I dont consider this a prank.
Its not a prank, he killed the trees, they cant be saved.
130 year old oaks are not easily replaced either.
the traditions are going to be gone.
I would be fine with them just locking this guy up for life. Obviously his own bitterness is worth more then tens of thousands of other peoples happiness.
A good prank would have been something that can be undone but is permanent enough and big enough to make a statement and be noticed, but cause no long term harm.
this saddens me.


----------



## Flea (Feb 17, 2011)

When I went to Penn State, we had a tradition of "guarding the lion" after a visiting team spray-painted the beloved statue with latex-based paint of the team's colors in 1966.  It washed off easily, and Joe Paterno's wife and a friend cheerfully confessed after the fact that they did it to stoke PSU school spirit.  It worked way beyond their expectations.  To this day, 45 years later, Guarding The Lion is a cherished Homecoming ritual with lots of beer, dancing, and general merry-making.

_That's_ how school rivalries are done.

This guy is just an *******, and an embarrassment to his alma mater..  I think that, at best, there's a great opportunity for the two schools to come together and form a new tradition of tree-planting or something.  He should be forced to pay major restitution to the University, and do community service to the Arbor Day Foundation. :angry:


----------



## Bill Mattocks (Feb 17, 2011)

There is something wrong with people who do stuff like this.  I'm not sure it rises to the level of a national crisis, but it still sucks that people would even think of doing things like this.

Where I went to college, we had a century-old tree in our 'quad' that the new school addition had actually been built to go around rather than uproot it.  One year at Christmas break, someone cut it down and then topped the last ten feet or so, apparently for a Christmas tree for themselves.  It was pretty disgusting to see and to think that someone could be so selfish and so thoughtless of the feelings of others.   But it does serve to remind me that this is how the world is, mostly.


----------



## David43515 (Feb 17, 2011)

It`s a sad statement on how some of us can get carried away by rivalries. If the trees can`t be saved, maybe the lumber can be used for something special for the university. But it`s sad that a traditional spot with special meaning for so many was destroyed. I wonder how long that stuff stays in the soil.


----------



## Ken Morgan (Feb 17, 2011)

He went out and destroyed what is essentially private property. A 130 year old oak tree can be worth some fair coin cut up and used for veneer or woodworking of some kind. Poisoning the soil could mean it has to be replaced, removed, treated and dumped. Dollar wise this was not a simple HS or College prank. 

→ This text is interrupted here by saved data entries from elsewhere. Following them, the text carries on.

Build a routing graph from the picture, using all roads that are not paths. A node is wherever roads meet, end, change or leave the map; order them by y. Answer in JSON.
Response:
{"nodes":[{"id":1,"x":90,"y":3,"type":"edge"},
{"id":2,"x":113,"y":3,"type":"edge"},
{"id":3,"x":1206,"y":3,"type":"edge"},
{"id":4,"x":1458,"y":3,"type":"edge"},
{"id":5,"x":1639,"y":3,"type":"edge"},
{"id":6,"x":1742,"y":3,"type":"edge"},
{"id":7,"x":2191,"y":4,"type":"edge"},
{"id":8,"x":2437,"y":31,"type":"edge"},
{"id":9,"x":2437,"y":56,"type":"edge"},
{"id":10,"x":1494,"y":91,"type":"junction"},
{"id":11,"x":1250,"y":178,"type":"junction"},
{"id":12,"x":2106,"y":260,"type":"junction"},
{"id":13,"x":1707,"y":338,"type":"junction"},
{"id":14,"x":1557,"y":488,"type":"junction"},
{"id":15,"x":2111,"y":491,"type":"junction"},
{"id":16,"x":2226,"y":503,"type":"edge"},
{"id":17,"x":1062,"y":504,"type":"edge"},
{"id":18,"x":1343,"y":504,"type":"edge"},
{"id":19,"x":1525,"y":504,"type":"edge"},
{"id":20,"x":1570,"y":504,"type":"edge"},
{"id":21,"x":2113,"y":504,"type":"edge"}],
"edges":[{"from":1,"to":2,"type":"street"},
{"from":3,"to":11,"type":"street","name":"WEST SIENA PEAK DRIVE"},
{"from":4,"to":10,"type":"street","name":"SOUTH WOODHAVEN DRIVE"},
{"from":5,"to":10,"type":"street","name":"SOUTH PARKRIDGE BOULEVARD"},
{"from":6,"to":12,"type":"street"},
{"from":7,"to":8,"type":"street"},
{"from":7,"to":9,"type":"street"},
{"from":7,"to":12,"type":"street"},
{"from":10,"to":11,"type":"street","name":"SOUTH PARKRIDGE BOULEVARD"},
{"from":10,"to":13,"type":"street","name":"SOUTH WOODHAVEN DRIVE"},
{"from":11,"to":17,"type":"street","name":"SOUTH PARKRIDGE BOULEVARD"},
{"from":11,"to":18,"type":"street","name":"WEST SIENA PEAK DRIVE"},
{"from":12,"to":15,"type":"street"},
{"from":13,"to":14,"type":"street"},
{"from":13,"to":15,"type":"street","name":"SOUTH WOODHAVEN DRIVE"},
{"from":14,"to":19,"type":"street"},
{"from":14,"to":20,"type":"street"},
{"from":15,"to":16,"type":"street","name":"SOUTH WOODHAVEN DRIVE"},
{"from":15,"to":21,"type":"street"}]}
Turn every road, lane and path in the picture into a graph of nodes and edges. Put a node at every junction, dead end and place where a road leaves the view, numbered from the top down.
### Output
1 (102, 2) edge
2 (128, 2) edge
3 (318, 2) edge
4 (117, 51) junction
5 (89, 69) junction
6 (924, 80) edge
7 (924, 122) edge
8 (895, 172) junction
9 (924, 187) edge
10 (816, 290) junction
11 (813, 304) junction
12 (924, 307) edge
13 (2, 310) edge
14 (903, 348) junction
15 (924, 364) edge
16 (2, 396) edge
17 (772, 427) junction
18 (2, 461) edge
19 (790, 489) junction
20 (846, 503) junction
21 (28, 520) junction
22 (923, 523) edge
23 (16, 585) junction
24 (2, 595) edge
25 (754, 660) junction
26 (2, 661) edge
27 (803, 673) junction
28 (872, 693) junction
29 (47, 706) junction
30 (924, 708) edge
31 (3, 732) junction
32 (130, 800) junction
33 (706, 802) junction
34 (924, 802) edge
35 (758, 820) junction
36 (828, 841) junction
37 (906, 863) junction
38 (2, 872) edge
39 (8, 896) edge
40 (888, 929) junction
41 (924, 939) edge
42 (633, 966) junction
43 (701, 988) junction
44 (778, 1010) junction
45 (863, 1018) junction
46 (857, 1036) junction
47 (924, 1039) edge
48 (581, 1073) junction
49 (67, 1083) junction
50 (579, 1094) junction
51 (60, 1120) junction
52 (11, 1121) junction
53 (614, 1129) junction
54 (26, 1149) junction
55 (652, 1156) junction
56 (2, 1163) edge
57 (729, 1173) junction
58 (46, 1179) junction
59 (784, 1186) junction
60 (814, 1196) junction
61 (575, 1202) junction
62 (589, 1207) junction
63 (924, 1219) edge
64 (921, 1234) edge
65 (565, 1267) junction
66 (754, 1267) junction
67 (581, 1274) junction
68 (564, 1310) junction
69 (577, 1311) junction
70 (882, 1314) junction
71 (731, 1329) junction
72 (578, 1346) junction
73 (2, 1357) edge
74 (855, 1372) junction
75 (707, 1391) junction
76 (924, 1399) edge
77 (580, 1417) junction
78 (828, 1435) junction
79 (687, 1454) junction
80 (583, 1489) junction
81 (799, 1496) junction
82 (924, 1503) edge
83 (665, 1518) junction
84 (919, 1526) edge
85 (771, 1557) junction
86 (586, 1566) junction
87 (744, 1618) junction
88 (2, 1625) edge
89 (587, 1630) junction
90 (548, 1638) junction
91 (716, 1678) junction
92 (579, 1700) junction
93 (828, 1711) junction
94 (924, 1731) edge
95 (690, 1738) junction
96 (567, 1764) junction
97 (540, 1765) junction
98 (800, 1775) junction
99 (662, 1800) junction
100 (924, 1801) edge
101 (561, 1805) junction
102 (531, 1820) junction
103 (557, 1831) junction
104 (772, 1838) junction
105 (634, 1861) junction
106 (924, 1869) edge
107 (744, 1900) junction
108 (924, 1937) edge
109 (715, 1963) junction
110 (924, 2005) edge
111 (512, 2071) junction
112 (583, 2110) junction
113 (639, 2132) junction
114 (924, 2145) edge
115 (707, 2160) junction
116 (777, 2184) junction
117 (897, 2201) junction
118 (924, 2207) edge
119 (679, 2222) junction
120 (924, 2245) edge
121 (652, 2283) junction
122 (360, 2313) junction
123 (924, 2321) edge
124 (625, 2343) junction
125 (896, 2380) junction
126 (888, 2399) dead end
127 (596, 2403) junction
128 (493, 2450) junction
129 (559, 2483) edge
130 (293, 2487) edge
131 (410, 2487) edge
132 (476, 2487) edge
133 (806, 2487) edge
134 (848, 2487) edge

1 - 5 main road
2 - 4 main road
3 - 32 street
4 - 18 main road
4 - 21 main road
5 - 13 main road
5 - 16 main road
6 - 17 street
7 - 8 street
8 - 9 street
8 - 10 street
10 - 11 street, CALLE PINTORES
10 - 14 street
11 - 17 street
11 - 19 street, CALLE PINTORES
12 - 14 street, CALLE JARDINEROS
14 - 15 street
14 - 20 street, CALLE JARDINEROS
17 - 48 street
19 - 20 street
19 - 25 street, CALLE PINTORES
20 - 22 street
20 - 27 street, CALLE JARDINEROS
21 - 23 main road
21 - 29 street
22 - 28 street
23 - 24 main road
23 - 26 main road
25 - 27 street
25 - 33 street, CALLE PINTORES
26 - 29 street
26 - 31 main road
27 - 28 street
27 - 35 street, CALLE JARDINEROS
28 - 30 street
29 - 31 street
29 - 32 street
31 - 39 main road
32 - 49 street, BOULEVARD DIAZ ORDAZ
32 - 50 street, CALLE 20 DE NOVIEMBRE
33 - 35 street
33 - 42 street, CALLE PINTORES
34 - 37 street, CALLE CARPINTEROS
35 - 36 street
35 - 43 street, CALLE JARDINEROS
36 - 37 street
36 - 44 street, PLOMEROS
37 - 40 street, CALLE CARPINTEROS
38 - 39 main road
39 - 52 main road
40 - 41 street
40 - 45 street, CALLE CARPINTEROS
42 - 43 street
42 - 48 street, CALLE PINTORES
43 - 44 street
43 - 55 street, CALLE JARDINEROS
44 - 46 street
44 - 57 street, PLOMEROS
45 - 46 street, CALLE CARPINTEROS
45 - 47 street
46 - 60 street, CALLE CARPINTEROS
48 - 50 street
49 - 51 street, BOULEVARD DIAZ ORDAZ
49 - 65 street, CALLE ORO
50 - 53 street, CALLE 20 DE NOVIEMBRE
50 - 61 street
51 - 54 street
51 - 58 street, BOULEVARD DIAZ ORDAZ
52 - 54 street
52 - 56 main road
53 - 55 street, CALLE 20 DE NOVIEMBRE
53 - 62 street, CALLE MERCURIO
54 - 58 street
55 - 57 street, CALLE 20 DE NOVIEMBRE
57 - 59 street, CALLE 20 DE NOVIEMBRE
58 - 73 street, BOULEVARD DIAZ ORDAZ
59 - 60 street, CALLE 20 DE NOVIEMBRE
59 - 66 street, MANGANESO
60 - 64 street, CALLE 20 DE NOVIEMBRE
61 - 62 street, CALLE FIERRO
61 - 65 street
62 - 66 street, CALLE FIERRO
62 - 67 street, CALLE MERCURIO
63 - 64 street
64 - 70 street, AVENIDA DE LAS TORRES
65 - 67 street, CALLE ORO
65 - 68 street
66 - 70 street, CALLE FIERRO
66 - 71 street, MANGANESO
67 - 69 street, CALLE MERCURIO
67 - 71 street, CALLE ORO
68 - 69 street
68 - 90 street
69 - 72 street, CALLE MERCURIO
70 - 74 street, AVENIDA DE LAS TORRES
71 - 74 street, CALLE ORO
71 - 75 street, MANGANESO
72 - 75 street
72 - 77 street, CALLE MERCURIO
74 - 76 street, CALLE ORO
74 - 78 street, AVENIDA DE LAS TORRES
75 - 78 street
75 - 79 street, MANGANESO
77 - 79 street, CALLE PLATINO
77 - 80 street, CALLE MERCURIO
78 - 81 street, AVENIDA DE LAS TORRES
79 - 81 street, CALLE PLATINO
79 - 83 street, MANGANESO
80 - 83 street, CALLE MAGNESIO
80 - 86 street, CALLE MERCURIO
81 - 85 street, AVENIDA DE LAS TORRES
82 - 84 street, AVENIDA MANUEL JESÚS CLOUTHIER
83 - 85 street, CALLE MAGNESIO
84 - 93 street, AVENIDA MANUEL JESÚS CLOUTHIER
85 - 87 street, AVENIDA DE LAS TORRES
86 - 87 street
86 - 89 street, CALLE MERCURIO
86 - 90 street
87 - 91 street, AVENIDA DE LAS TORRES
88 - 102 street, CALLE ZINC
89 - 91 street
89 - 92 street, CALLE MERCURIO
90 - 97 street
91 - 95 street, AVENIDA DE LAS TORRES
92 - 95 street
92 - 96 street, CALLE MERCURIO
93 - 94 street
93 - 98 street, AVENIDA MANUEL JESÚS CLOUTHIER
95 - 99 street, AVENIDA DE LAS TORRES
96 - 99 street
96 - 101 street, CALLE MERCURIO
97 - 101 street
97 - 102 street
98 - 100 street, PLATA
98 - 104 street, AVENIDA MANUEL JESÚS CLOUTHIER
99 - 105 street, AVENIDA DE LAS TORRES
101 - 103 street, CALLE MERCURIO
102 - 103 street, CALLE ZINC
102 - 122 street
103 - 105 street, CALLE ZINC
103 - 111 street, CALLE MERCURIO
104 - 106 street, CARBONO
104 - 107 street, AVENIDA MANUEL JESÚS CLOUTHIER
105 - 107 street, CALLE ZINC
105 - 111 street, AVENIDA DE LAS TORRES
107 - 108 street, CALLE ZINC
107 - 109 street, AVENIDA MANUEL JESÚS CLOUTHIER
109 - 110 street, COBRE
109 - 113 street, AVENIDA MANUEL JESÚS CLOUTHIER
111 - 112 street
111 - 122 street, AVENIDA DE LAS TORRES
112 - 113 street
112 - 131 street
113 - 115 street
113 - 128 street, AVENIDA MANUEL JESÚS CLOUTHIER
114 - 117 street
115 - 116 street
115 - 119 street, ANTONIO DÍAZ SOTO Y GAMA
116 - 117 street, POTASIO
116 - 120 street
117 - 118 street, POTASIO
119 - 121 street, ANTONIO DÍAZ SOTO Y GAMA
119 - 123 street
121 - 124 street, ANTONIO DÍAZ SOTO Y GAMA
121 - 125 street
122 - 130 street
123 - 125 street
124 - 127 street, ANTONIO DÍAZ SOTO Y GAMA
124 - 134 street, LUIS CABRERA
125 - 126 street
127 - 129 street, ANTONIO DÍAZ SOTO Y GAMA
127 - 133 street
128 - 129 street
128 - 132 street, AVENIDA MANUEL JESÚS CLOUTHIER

At the University down the street they have a 19th century cannon, _Old Jeremiah. &#8220;__Despite its movement, the *cannon* enjoyed relative tranquility until the 1950s when an aspiring entrepreneurial student came up with the idea of painting a message on the highly visible landmark. The act of "painting the *cannon*" has since become a campus tradition with students, residences, sports teams, clubs and others braving the early morning hours to paint messages on the *cannon*, most often about upcoming events but also including birthday announcements, wedding proposals and public insults. The etiquette governing "painting the *cannon*" is unofficial but well-understood: 1) do not begin painting the *cannon* until the sun has set, 2) be finished by the time the first students arrive for classes in the morning, and 3) avoid profanity or coarse language. It is well-accepted practice to "guard" the *cannon* until sunrise so as to avoid another person or group painting over one's message&#8221;._

Harmless fun, everyone gets, this guy went well beyond harmless.


----------



## crushing (Feb 18, 2011)

Pranks and practical jokes are used to cause some indignity or embarrassment.  Destructive vandalism like this is not a prank.


----------



## Bill Mattocks (Feb 18, 2011)

crushing said:


> Pranks and practical jokes are used to cause some indignity or embarrassment.  Destructive vandalism like this is not a prank.



These are pranks:




> *[URL="http://www.imdb.com/name/nm0006893/"]Dean Vernon Wormer*





> : Greg, what is the worst fraternity on this campus?
> *Greg Marmalard*: Well that would be hard to say, sir. They're each outstanding in their own way.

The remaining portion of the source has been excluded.